My Gp prescribed Zofran to combat the nausea but not successful and I am now searching for other ways to combat nausea.
my experience with buprenorphine is that one’s body goes through an adjustment period when you first start taking it. It was more effective at lower dose during the first week or two, before stabilizing on slightly higher dose after that. (In my case it was going from .4mg lasting me two days to needing that amount nightly.)
It normally takes effect within 30-60 minutes, and should stay at that peak effectiveness for 10 hours or so. So I would advise only taking it right before bed. Maybe try 1.5mg at bedtime and see if that gets you through the night. The sedation effect does lessen after the first few weeks. I never had a sleep disturbance side effect, but I imagine that might also settle a bit after a few weeks. But it likely takes a few days to stabilize after you change doses, so try to find the least amount that works to stop the RLS, and stick with that for a while.

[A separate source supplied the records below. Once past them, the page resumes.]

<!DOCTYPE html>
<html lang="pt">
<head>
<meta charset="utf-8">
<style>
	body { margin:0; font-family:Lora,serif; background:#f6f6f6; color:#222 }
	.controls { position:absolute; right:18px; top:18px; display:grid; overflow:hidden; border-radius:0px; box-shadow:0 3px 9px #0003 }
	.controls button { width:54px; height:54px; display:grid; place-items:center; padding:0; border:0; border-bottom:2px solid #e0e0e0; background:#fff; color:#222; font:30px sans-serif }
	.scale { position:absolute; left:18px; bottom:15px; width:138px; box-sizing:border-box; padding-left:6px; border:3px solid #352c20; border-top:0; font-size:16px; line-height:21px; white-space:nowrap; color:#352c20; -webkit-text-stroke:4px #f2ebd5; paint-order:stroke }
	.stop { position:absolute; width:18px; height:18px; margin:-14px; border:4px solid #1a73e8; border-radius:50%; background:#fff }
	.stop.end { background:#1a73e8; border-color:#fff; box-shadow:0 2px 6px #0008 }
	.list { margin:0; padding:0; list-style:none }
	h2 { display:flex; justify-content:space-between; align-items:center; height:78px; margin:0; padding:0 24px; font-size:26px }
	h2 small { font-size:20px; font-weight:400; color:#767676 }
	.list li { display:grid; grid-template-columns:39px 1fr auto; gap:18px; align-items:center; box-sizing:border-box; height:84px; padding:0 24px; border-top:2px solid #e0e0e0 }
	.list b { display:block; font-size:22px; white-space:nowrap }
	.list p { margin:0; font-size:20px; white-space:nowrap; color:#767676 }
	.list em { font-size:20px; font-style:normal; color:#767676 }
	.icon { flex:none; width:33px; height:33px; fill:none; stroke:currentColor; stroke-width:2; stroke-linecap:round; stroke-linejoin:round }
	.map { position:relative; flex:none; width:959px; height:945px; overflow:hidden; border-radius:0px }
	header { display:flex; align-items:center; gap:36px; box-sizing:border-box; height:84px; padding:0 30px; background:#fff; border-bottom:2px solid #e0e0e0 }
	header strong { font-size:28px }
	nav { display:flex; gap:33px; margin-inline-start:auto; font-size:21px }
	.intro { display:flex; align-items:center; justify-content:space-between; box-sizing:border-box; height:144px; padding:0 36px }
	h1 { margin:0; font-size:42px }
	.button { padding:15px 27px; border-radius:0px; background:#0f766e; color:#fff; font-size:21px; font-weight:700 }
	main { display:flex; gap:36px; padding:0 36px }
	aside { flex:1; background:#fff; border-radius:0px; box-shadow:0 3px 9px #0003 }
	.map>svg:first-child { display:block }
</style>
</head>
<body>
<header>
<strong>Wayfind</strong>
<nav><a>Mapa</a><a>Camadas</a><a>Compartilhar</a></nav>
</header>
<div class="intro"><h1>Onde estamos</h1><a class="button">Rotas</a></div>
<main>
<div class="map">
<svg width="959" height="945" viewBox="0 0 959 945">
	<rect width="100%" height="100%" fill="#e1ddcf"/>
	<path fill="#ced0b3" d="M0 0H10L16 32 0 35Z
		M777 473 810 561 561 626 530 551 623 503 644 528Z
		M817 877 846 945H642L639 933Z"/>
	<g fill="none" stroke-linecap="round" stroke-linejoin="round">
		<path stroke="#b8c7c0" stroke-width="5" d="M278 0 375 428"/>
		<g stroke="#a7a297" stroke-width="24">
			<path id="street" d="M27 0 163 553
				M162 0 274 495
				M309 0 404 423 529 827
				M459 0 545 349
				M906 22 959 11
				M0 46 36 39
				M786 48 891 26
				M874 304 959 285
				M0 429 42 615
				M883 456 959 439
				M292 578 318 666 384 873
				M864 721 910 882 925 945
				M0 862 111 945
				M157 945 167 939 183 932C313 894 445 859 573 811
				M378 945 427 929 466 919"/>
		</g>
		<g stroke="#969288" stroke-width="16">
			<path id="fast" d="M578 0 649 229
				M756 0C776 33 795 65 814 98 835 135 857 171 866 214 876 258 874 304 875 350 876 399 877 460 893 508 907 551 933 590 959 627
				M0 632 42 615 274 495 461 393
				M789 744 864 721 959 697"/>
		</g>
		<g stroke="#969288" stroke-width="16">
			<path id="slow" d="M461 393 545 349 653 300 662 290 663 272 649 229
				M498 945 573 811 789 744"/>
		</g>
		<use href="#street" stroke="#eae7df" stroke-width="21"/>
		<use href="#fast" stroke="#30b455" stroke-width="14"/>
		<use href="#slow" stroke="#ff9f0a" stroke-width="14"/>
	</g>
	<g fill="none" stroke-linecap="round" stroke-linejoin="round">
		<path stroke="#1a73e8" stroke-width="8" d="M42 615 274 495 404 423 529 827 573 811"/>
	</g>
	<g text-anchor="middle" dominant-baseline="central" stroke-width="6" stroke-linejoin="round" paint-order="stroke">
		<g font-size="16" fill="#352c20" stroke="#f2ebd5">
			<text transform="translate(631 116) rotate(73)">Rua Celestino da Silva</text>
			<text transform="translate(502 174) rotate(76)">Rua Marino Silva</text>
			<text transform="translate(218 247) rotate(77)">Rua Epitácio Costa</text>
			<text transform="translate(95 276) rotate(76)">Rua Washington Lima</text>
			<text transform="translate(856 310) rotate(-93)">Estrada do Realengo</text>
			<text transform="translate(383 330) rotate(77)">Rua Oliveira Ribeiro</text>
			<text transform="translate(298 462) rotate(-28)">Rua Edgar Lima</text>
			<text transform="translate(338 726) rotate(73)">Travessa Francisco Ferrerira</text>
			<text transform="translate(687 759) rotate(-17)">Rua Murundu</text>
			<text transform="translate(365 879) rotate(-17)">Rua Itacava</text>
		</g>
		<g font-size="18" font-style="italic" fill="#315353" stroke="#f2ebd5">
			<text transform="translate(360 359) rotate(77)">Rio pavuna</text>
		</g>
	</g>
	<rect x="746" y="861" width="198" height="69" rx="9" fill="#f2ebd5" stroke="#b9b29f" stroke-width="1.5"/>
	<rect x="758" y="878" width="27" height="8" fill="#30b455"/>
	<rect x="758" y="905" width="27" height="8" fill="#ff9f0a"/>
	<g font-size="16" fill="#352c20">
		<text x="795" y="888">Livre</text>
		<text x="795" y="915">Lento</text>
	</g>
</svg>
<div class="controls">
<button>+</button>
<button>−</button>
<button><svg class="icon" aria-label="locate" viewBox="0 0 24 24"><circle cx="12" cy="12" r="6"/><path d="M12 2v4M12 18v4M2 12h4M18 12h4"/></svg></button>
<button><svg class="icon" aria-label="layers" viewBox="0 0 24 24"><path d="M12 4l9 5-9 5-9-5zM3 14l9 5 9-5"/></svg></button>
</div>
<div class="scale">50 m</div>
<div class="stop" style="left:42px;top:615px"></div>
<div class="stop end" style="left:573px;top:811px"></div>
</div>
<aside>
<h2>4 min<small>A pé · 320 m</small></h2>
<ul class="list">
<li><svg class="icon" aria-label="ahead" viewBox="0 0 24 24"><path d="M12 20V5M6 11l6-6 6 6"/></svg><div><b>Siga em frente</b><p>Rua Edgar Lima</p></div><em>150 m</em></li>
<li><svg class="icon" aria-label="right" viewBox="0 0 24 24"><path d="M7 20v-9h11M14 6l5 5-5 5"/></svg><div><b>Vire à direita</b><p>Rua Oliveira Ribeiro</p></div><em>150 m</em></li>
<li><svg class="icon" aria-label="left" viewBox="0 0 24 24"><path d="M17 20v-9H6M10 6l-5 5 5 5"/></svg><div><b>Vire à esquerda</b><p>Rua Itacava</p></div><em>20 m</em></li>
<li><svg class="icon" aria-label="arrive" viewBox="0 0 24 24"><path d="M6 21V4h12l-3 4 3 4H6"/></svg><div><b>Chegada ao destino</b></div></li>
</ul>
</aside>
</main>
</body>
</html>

Melatonin is a bad trigger for RLS - don’t take it. Are you taking any other medications? Are you keeping a daily log that tracks different food, drug or activities that might be a trigger for you? (Like caffeine, alcohol, sugar, etc,)
I find that cannabis is an effective way to get back to sleep if you are bothered during the night, rather than taking more buprenorphine.
Hi Avart, I have been on buprenorphine for three years and experience the night time alertness that you describe. To counteract that I take gabapentin in the evening and find it helps enormously and I sleep 'as well as can be expected'. I long to be one of the people who are sedated by opioids but alas, it is not to be. I hate taking something that I don't 'need' just to sleep but I had two years of not sleeping much, and only lightly when I did that I was so happy to find something that helped. I take 600 mg at night and a 20mcg/hr patch of buprenorphine. I'm afraid I don't know how much that would be in the tablet form. It's the only way that I can get it here in Australia- and new rules are coming in in May so I'm terrified that it will be impossible to get after that.
Be careful if you try melatonin as it can exacerbate RLS in a lot of people, me included.